Multiple Generation Similar to Huggingface `num_return_sequences` #959

Open ankitprezent opened 2 months ago

ankitprezent commented 2 months ago

I want to generate multiple output from single prompt. is there any way i can have multiple generation from fine-tuned llama3.1 model similar to what num_return_sequences do in huggingface?

Hugginface Code

beam_outputs = model.generate( **model_inputs, max_new_tokens=40, num_beams=5, no_repeat_ngram_size=2, num_return_sequences=5, early_stopping=True )

print("Output:\n" + 100 * '-') for i, beam_output in enumerate(beam_outputs): print("{}: {}".format(i, tokenizer.decode(beam_output, skip_special_tokens=True)))
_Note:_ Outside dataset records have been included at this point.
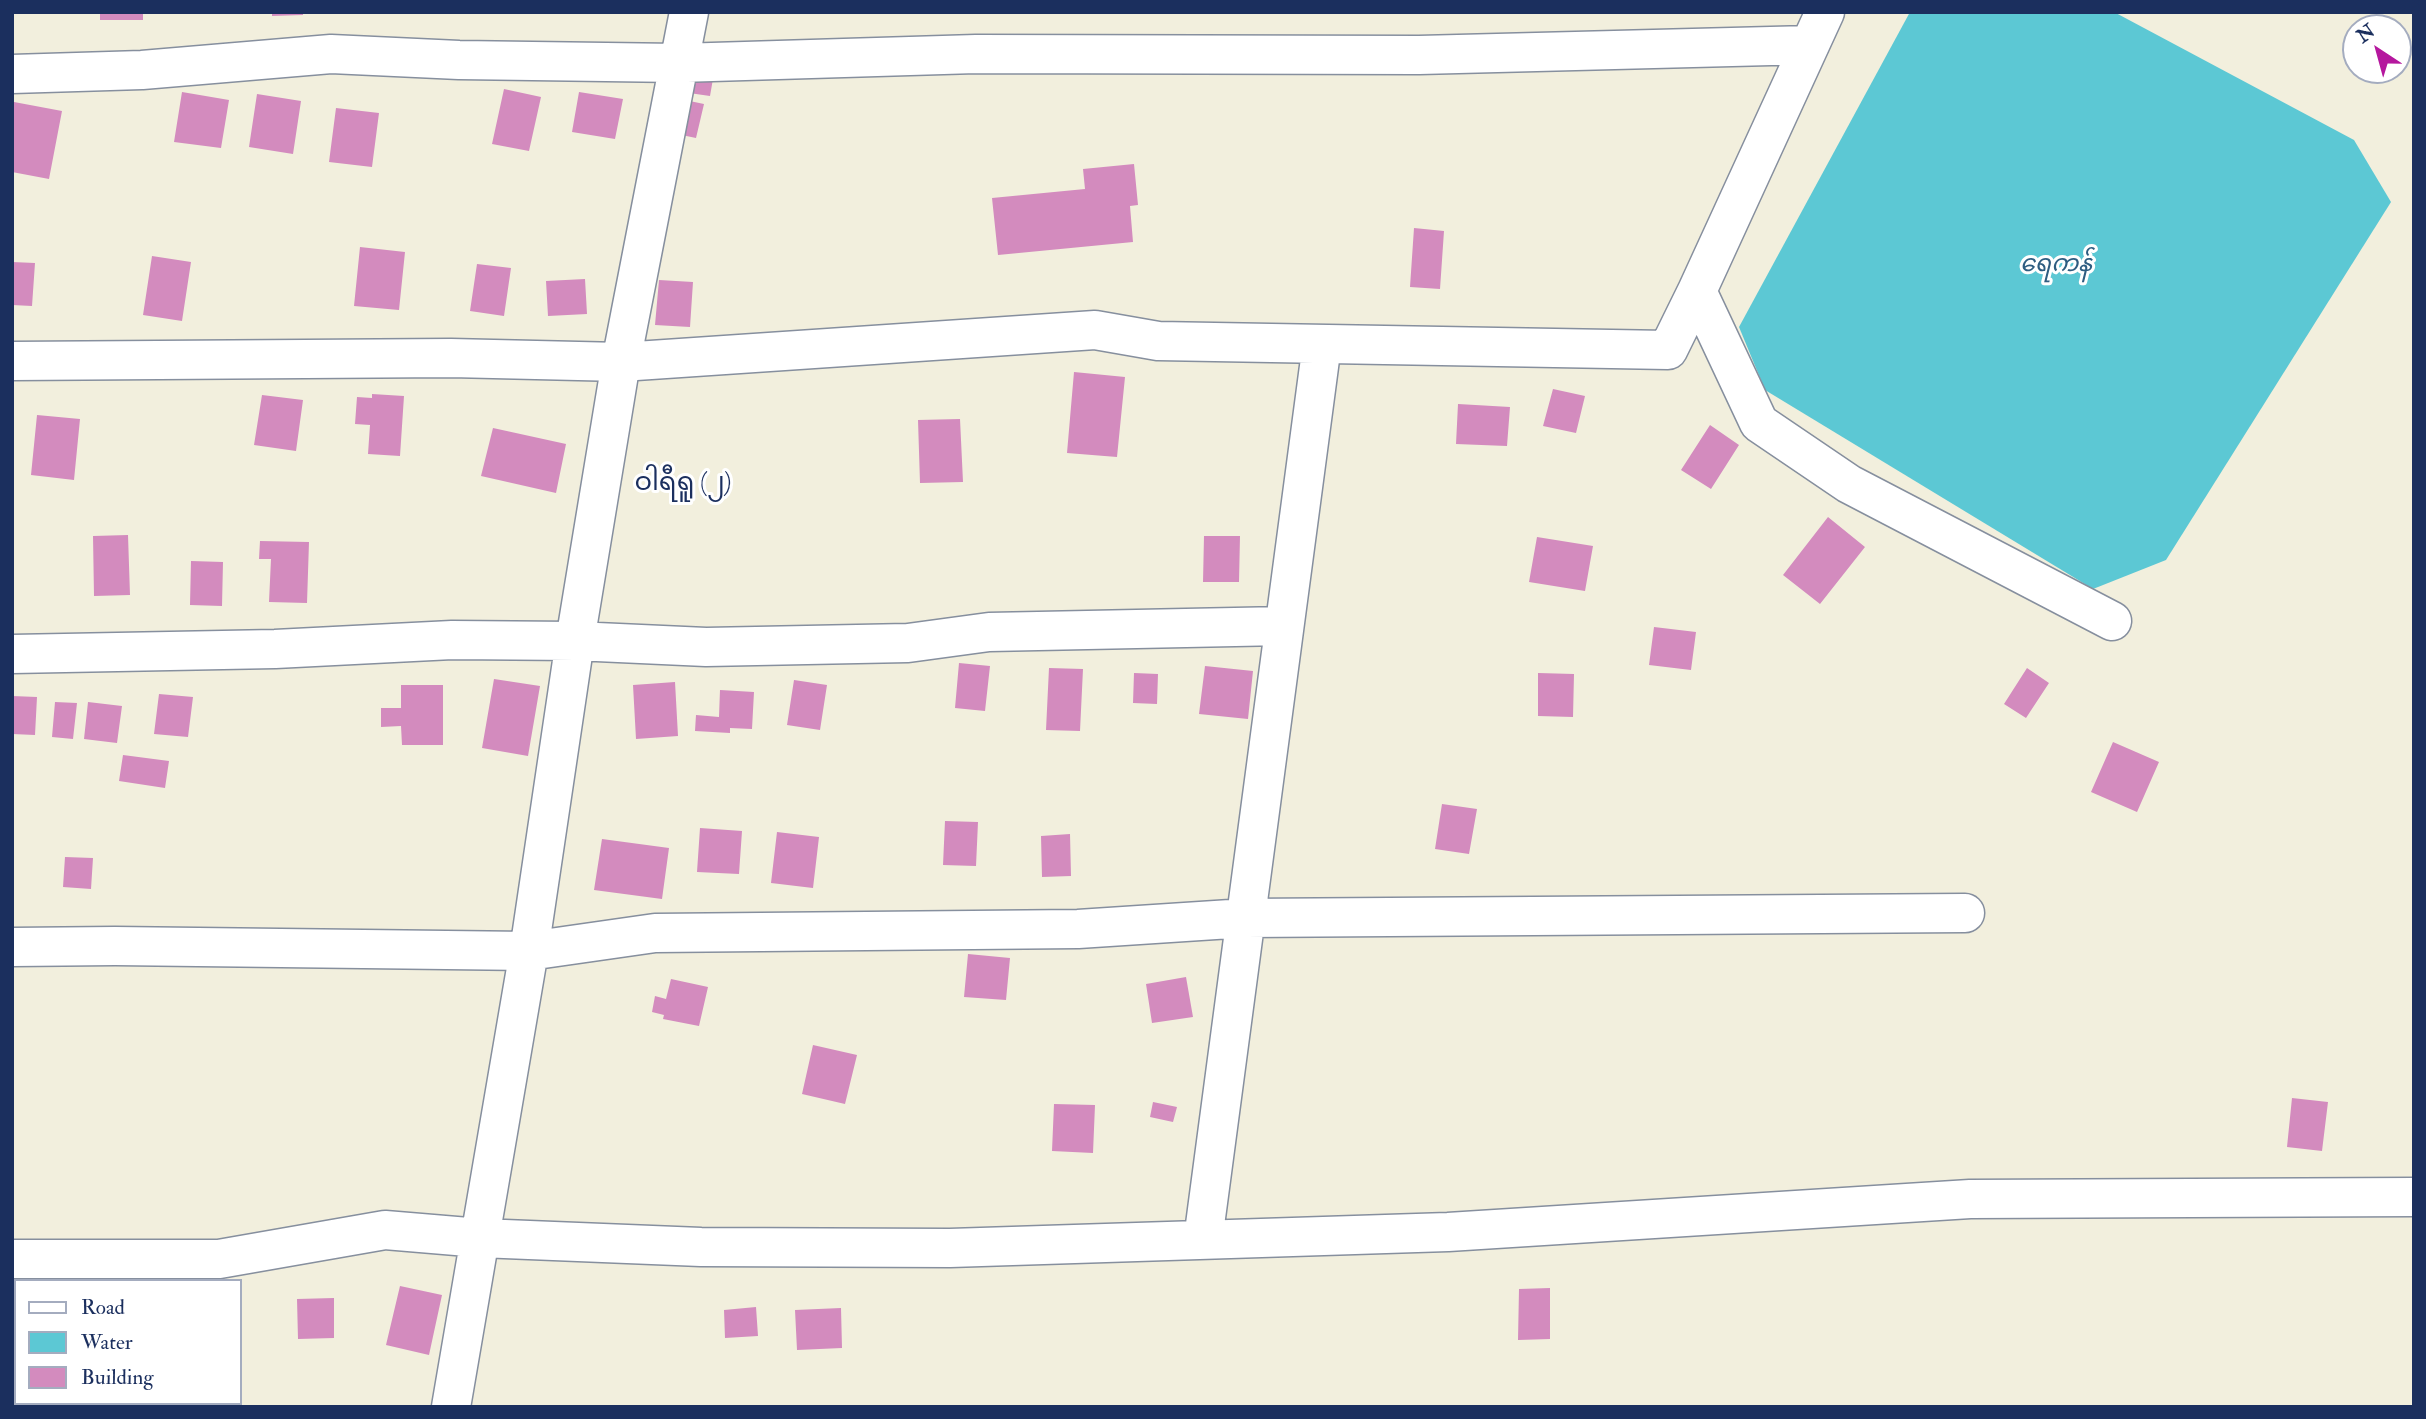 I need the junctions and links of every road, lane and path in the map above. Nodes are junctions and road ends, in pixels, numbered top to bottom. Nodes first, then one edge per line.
1 (689, 12) edge
2 (1818, 29) edge
3 (679, 63) junction
4 (12, 74) edge
5 (1697, 291) junction
6 (1322, 344) junction
7 (12, 361) edge
8 (621, 362) junction
9 (2112, 621) dead end
10 (1284, 626) junction
11 (575, 641) junction
12 (12, 654) edge
13 (1965, 913) dead end
14 (1245, 918) junction
15 (12, 947) edge
16 (529, 951) junction
17 (2414, 1197) edge
18 (480, 1238) junction
19 (1203, 1240) junction
20 (12, 1259) edge
21 (451, 1407) edge

1 - 3 street
2 - 3 street
2 - 5 street
3 - 4 street
3 - 8 street
5 - 6 street
5 - 9 street
6 - 8 street
6 - 10 street
7 - 8 street
8 - 11 street
10 - 11 street
10 - 14 street
11 - 12 street
11 - 16 street
13 - 14 street
14 - 16 street
14 - 19 street
15 - 16 street
16 - 18 street
17 - 19 street
18 - 19 street
18 - 20 street
18 - 21 street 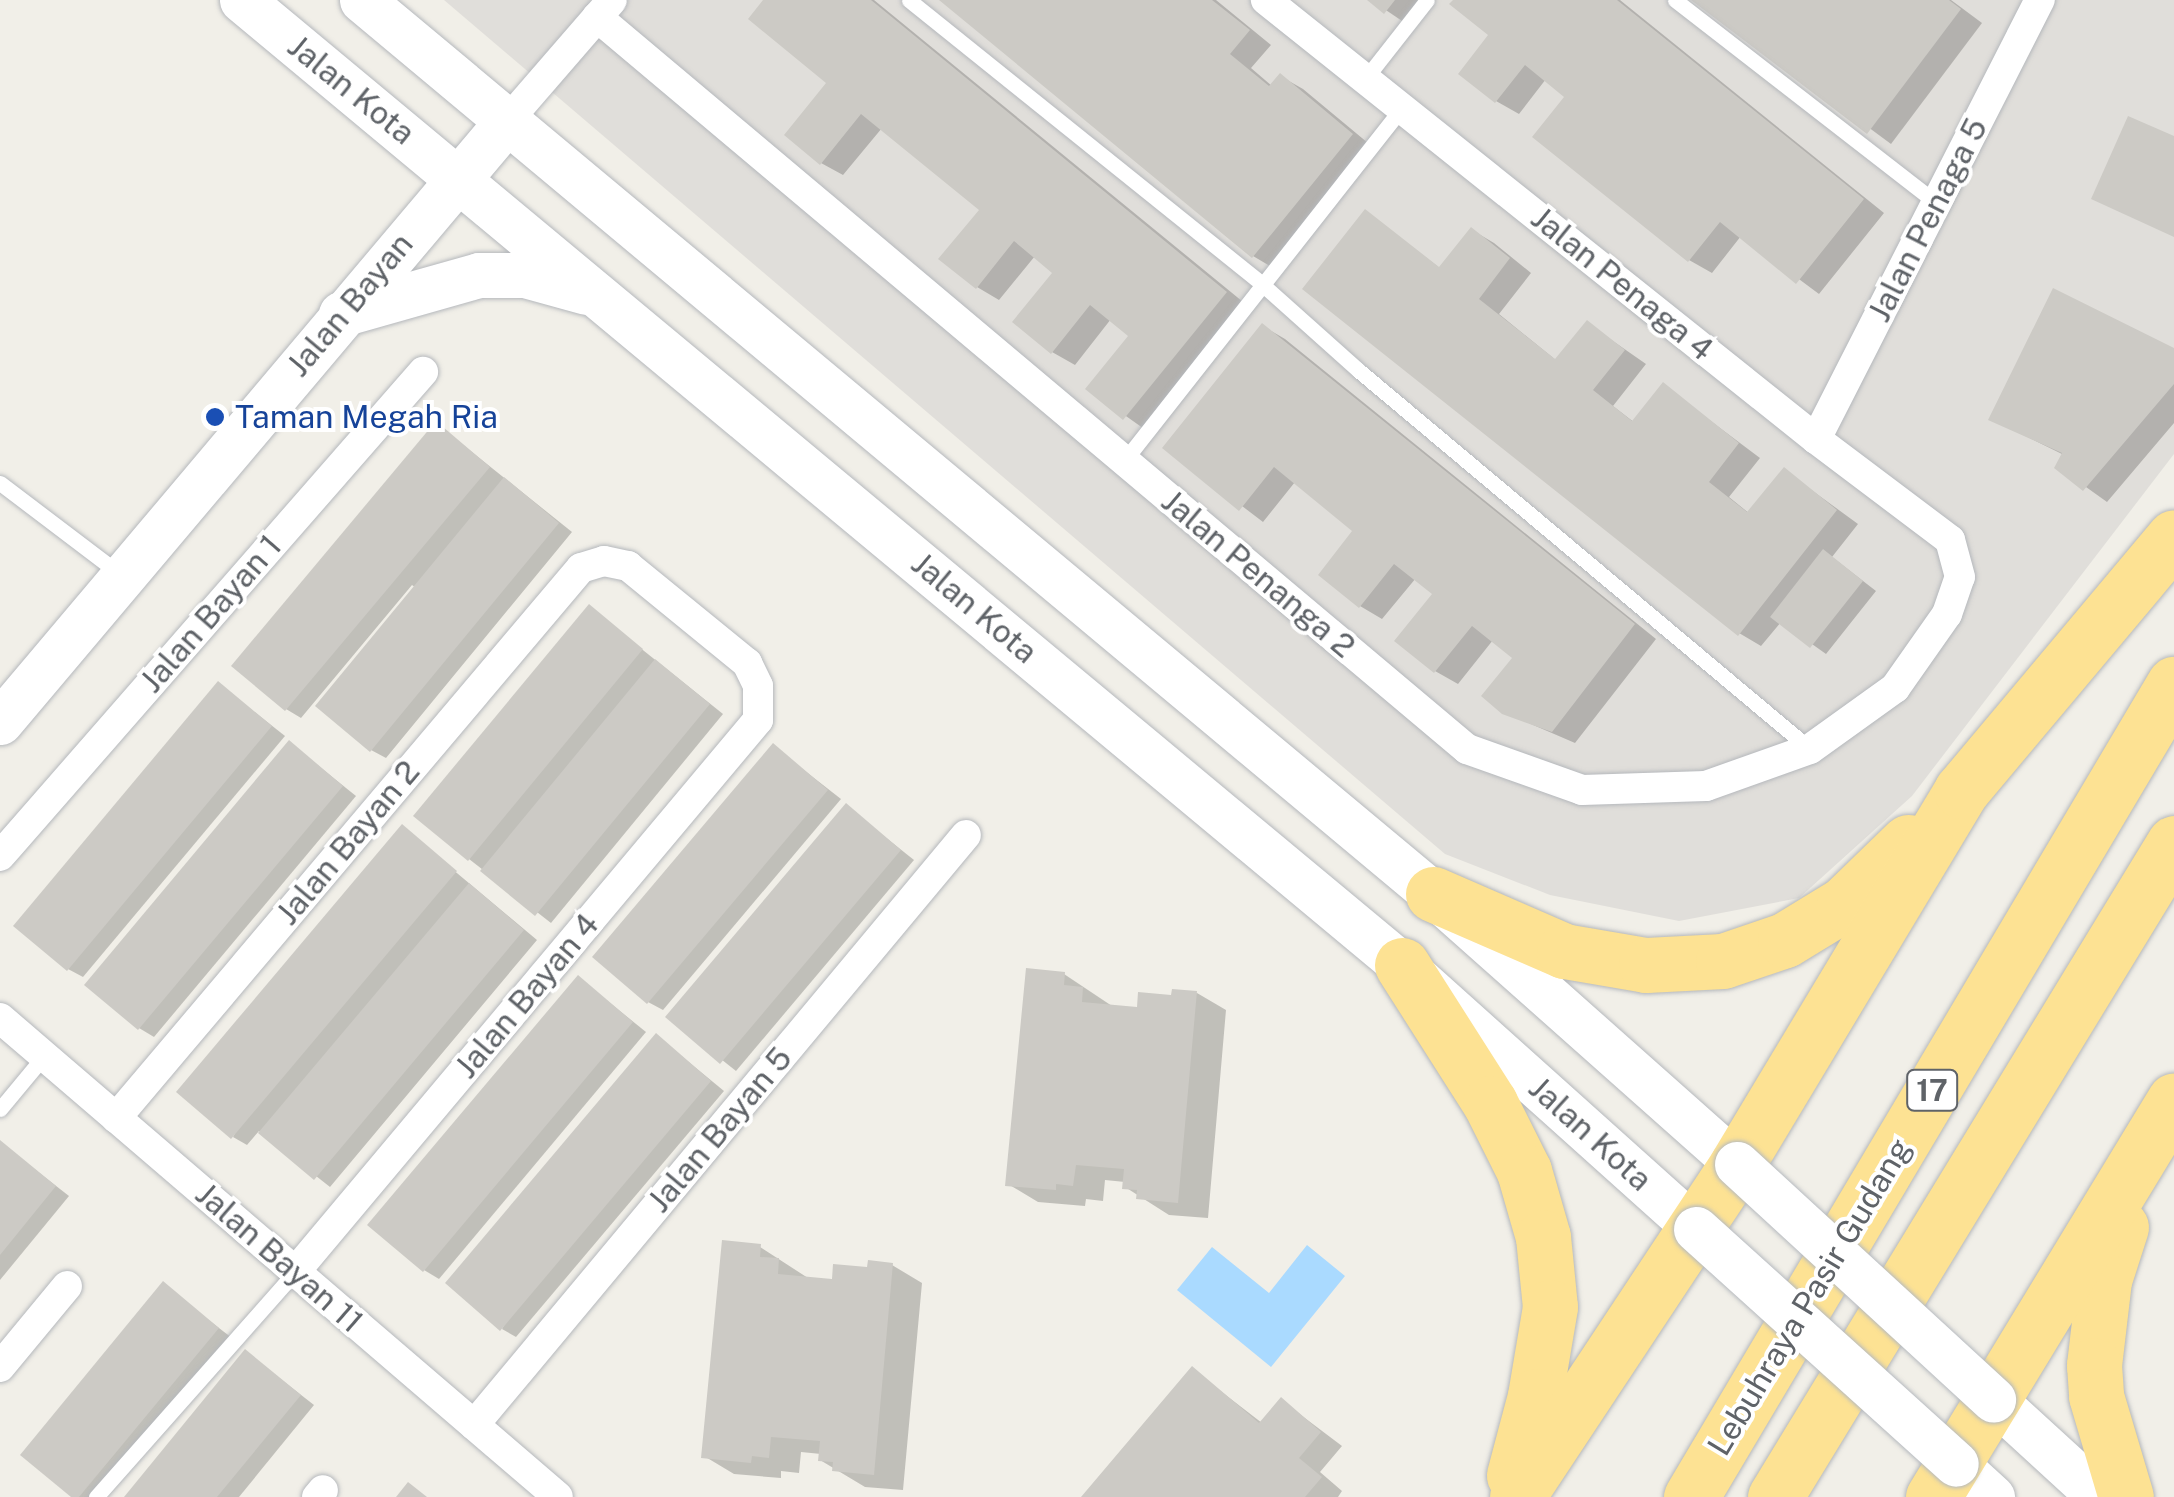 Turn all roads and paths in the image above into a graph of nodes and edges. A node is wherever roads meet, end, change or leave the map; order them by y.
1 (242, 0) edge
2 (362, 0) edge
3 (909, 0) edge
4 (1266, 0) edge
5 (1426, 0) edge
6 (1675, 0) edge
7 (2029, 5) edge
8 (605, 8) edge
9 (1365, 79) junction
10 (1402, 108) junction
11 (510, 119) junction
12 (458, 178) junction
13 (1936, 203) junction
14 (1263, 284) junction
15 (599, 296) junction
16 (341, 314) junction
17 (423, 372) dead end
18 (1816, 439) junction
19 (1124, 461) junction
20 (0, 483) edge
21 (2174, 537) edge
22 (582, 568) joint
23 (122, 576) junction
24 (1960, 576) joint
25 (2174, 684) edge
26 (0, 722) edge
27 (1810, 749) junction
28 (1962, 790) junction
29 (966, 835) dead end
30 (2174, 843) edge
31 (0, 856) edge
32 (1433, 894) junction
33 (1402, 965) junction
34 (0, 1018) edge
35 (44, 1056) junction
36 (2174, 1100) edge
37 (0, 1109) edge
38 (116, 1118) junction
39 (2147, 1148) junction
40 (1737, 1164) junction
41 (1696, 1228) junction
42 (295, 1272) junction
43 (67, 1286) dead end
44 (0, 1367) edge
45 (1993, 1399) junction
46 (474, 1425) junction
47 (1960, 1486) edge
48 (544, 1493) edge
49 (96, 1497) edge
50 (1508, 1497) edge
51 (1516, 1497) edge
52 (1691, 1497) edge
53 (1774, 1497) edge
54 (2100, 1497) edge
55 (2126, 1497) edge

1 - 12 main road, Jalan Kota
2 - 11 main road
3 - 14 lane
4 - 9 street, Jalan Penaga 4
5 - 9 lane
6 - 13 lane
7 - 13 street, Jalan Penaga 5
8 - 11 street
8 - 19 street, Jalan Penanga 2
9 - 10 street, Jalan Penaga 4
10 - 14 lane
10 - 18 street, Jalan Penaga 4
11 - 12 main road, Jalan Bayan
11 - 32 main road
12 - 15 main road, Jalan Kota
12 - 16 main road, Jalan Bayan
13 - 18 street, Jalan Penaga 5
14 - 19 lane
14 - 27 lane
15 - 16 main road
15 - 33 main road, Jalan Kota
16 - 23 main road, Jalan Bayan
17 - 31 street, Jalan Bayan 1
18 - 24 street, Jalan Penaga 4
19 - 27 street, Jalan Penanga 2
20 - 23 lane
21 - 28 highway
22 - 38 street, Jalan Bayan 2
22 - 42 street, Jalan Bayan 4
23 - 26 main road, Jalan Bayan
24 - 27 street, Jalan Penanga 2
25 - 52 highway, Lebuhraya Pasir Gudang / 17
28 - 32 highway
28 - 40 highway
29 - 46 street, Jalan Bayan 5
30 - 53 highway, 17
32 - 40 main road
33 - 41 main road, Jalan Kota
33 - 50 highway
34 - 35 street, Jalan Bayan 11
35 - 37 lane
35 - 38 street, Jalan Bayan 11
36 - 39 highway
38 - 42 street, Jalan Bayan 11
39 - 45 highway
39 - 55 highway
40 - 41 highway
40 - 45 main road, bridge
41 - 47 main road, Jalan Kota, bridge
41 - 51 highway
42 - 46 street, Jalan Bayan 11
42 - 49 lane
43 - 44 street
45 - 47 highway
45 - 54 main road
46 - 48 street, Jalan Bayan 11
danielhanchen commented 2 months ago

I'll need to get back to you - I think multi sequence gens might still be bugged, but unsure yet - let me get back to you

scuty2000 commented 2 months ago

Hi, about this I have something.

When using Llama based models (ex. llama-3.1, codellama) it works both for chat and completion as in the example below:

match model_type:
case "chat":
    messages_batch = []
    for input_text in input_texts:
        messages = [
            {"role": "user", "content": CHAT_PROMPT.format(input_text)},
        ]
        messages_batch.append(messages)
    inputs = tokenizer.apply_chat_template(
        messages_batch,
        tokenize=True,
        padding=True,
        add_generation_prompt=True,
        return_tensors="pt",
    ).to("cuda")
    outputs = model.generate(
        inputs,
        max_new_tokens=max_new_tokens,
        use_cache=True,
        temperature=temperature,
        return_dict_in_generate=True,
        output_scores=True,
        top_k=50,
        do_sample=True,
        num_return_sequences=num_return_sequences,
        eos_token_id=tokenizer.encode(stop_token)[-1],
    )
    input_length = inputs.size(1)
    generated_tokens = outputs.sequences[:, input_length:]
case "completion":
    inputs = tokenizer([COMMAND_PROMPT.format(text) for text in input_texts], return_tensors="pt",
                       padding=True).to("cuda")
    outputs = model.generate(
        **inputs,
        max_new_tokens=max_new_tokens,
        use_cache=True,
        temperature=temperature,
        return_dict_in_generate=True,
        output_scores=True,
        top_k=50,
        do_sample=True,
        num_return_sequences=num_return_sequences,
        eos_token_id=tokenizer.encode(stop_token)[-1],
    )
    generated_tokens = outputs.sequences[:, inputs['input_ids'].size(-1):]

With gemma however it doesn't work at all (same code as above): E0828 21:39:05.623000 126272167671616 torch/_subclasses/fake_tensor.py:1761] [1/102] RuntimeError: Attempting to broadcast a dimension of length s10 at -4! Mismatching argument at index 1 had torch.Size([s10, 1, s12, s10]); but expected shape should be broadcastable to [s4, s2*s3, s12, s10]

Seems that is due to a bug in the transformers library, that SHOULD have been fixed 15 days ago. I don't know if you need to reflect that change or not, I'll refer here the thread I found: https://huggingface.co/google/gemma-2-27b-it/discussions/28

Hope this helps!